Two facts have shaped my career as a “native” anthropologist. My personal conviction, formed in the mid-1960's as a college student in Afghanistan, that anthropology was a discipline relevant to the future development of countries such as my own homeland. Sociocultural anthropology in particular, I believed, offered analysis of, and remedies for, contemporary social problems - grinding poverty, injustice, inequality, socioeconomic and technological under-development. And a second set of events, utterly beyond my control and entirely external to anthropology, tested my understanding of the purpose and relevancy of anthropology-i.e., the Soviet inspired military coup and the subsequent establishment of a Communist government in Kabul (1978), the rise of popular Islamist resistance, a jihad, the direct Soviet military intervention, the perpetuation of an intense armed struggle and a devastating civil war in Afghanistan, my homeland and chosen place of ethnographic research.

My initial field research (1972-1974) was a study of the cultural ecological adaptation of a small Turkic-speaking Kirghiz pastoral nomadic group and their sedentary neighbors, the Wakhi, in northeastern Badakhshan, Afghanistan, the province of my birth and early education. I collected ecological, economic, demographic, social organizational and historical data pertaining not only to the Kirghiz and Wakhi adaptation to high altitude and severe climatic conditions, but also to the constraints of a politically induced social and economic realities of closed frontier conditions imposed by Communist China and Soviet Russia in the region.

My first book, The Kirghiz and Wakhi of Afghanistan: Adaptation to Closed Frontiers (1979) adhered to all the long-held conventions of scientific ethnographic presentation--i.e. ethnographic truth, objectivity and impartiality (indifference?). It was the onset of the prolonged tragic war in Afghanistan that effectively robbed me of the opportunity to return home to work or do fieldwork, thus radically altering the trajectory of my personal and professional life, including the nature of my long-term personal and professional involvement with the Kirghiz and with Afghanistan.

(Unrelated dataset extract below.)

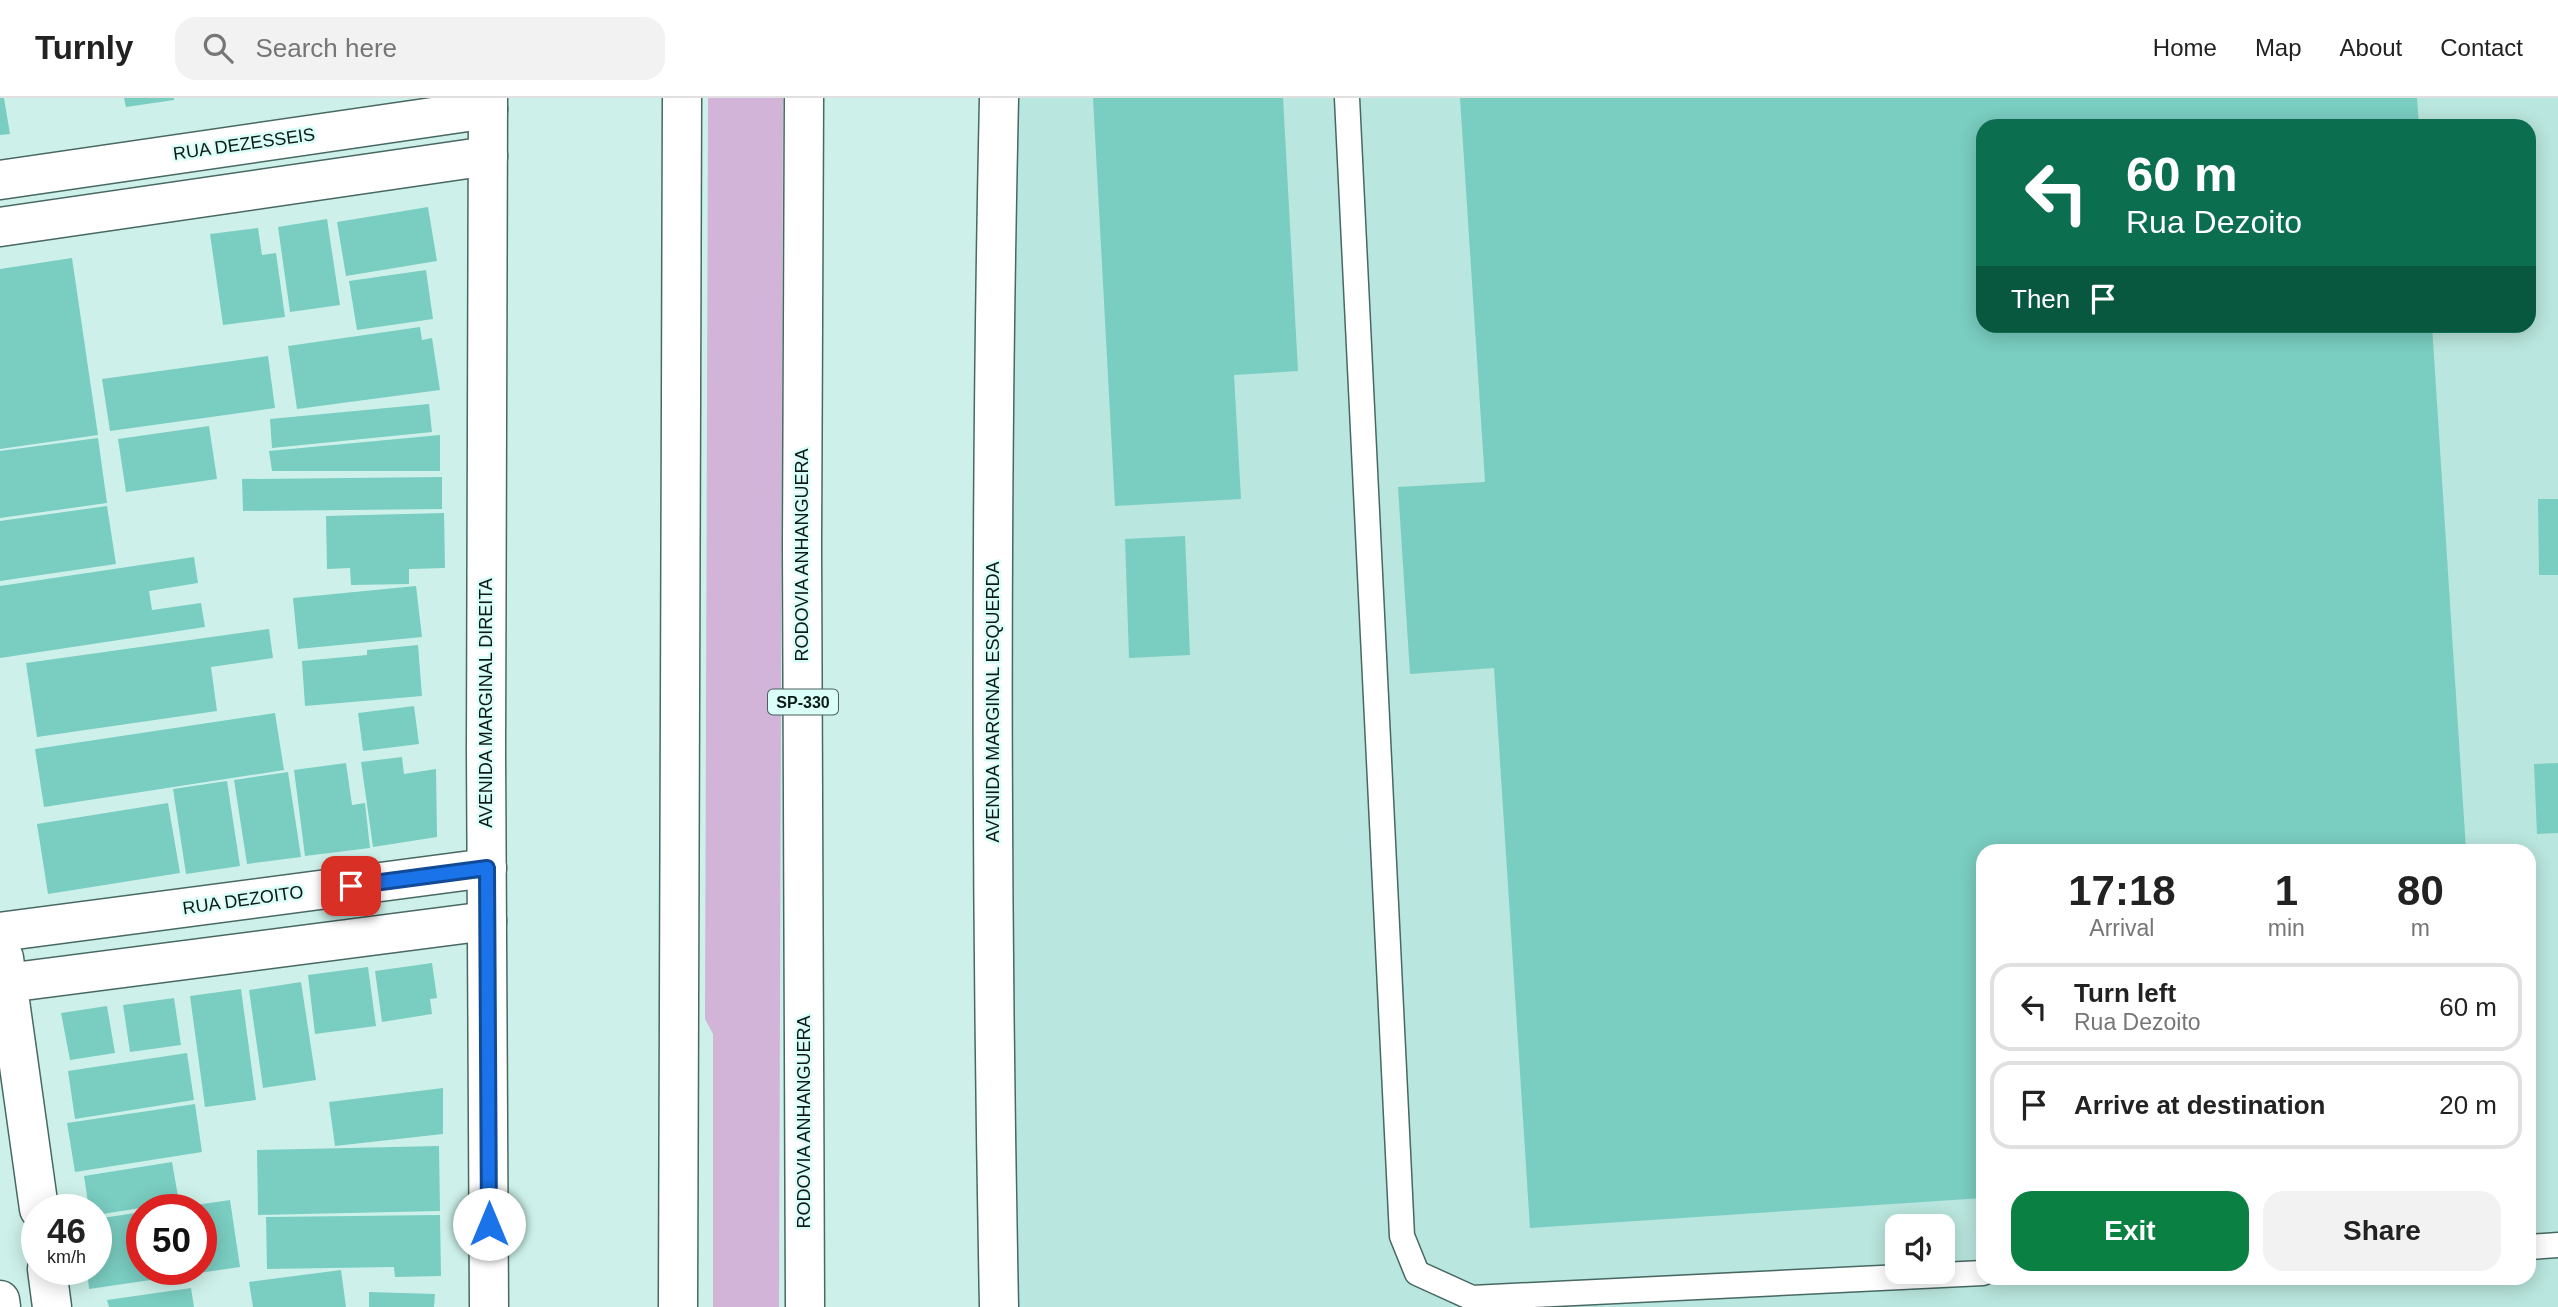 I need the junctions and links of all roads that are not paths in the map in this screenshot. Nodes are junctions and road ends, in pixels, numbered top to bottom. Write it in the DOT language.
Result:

During this century of wars (colonial, anti-colonial, nationalist, revolutionary, interventionist, and war on terrorism) producing economic devastation, ethnocide, genocide, and massive displacement of peoples as internal and external refugees--all in the name of freedom and liberty--it seems that anthropology and anthropologist have historically managed to ignore these painful and pervasive sociopolitical issues of our time. Hence, Afghanistan was lost to anthropology after April, 1978, because it was no longer safe for traditional ethnographic research. However, unlike most of my non-Afghan colleagues, I could not in good conscience abandon research on my homeland. Morally, emotionally and intellectually I could not ignore the war in Afghanistan. My commitment to studying the conflict had an urgency I had not felt about my earlier research.

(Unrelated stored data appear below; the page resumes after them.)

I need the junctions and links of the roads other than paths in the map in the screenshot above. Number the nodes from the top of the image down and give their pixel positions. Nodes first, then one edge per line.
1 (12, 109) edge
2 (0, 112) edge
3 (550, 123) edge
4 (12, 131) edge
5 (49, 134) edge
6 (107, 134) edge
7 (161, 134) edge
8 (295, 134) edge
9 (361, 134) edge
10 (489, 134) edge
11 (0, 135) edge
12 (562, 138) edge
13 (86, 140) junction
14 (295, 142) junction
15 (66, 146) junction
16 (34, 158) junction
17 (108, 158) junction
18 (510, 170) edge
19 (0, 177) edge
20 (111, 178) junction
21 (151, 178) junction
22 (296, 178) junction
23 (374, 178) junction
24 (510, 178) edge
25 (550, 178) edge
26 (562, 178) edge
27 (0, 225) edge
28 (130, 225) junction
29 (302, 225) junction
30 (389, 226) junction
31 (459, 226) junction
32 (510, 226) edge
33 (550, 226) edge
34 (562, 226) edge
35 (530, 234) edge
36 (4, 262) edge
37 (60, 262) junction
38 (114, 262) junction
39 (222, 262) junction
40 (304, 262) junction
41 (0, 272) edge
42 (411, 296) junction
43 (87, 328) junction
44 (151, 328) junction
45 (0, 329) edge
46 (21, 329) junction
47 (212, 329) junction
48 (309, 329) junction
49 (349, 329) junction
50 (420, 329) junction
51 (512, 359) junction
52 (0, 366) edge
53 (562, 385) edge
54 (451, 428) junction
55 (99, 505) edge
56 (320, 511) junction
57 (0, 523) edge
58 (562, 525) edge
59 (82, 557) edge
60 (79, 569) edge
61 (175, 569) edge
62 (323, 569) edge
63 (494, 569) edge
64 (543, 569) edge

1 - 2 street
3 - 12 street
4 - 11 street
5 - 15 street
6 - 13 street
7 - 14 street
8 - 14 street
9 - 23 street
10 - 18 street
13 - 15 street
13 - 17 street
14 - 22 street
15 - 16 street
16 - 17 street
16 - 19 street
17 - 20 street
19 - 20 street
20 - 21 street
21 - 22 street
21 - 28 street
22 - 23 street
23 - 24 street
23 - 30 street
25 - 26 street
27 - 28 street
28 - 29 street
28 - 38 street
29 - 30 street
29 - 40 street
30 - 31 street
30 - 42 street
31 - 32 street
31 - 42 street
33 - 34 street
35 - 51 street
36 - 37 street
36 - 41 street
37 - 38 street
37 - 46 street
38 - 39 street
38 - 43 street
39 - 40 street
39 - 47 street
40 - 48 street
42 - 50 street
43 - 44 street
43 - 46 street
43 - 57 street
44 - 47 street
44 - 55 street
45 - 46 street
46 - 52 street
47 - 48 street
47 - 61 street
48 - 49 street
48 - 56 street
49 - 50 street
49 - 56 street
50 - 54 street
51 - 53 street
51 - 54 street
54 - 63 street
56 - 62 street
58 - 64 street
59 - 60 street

My new interest in the so called “low-intensity” wars and their human consequences was a problem generally avoided by anthropology and anthropologists. It directly raised the prickly question about what practical relevance did the kind of anthropology I had learned and practiced have when addressing the situation facing the Kirghiz, Wakhi and the rest of the peoples of Afghanistan? Why was the future of these communities and the nation not a subject of anthropological inquiry? Why had I and other researchers only tried to deal with the present in terms of the past without considering the thoughts and imaginations of these peoples about their future? What was my moral responsibility as an individual, a native, and an anthropologist toward the communities I had studied?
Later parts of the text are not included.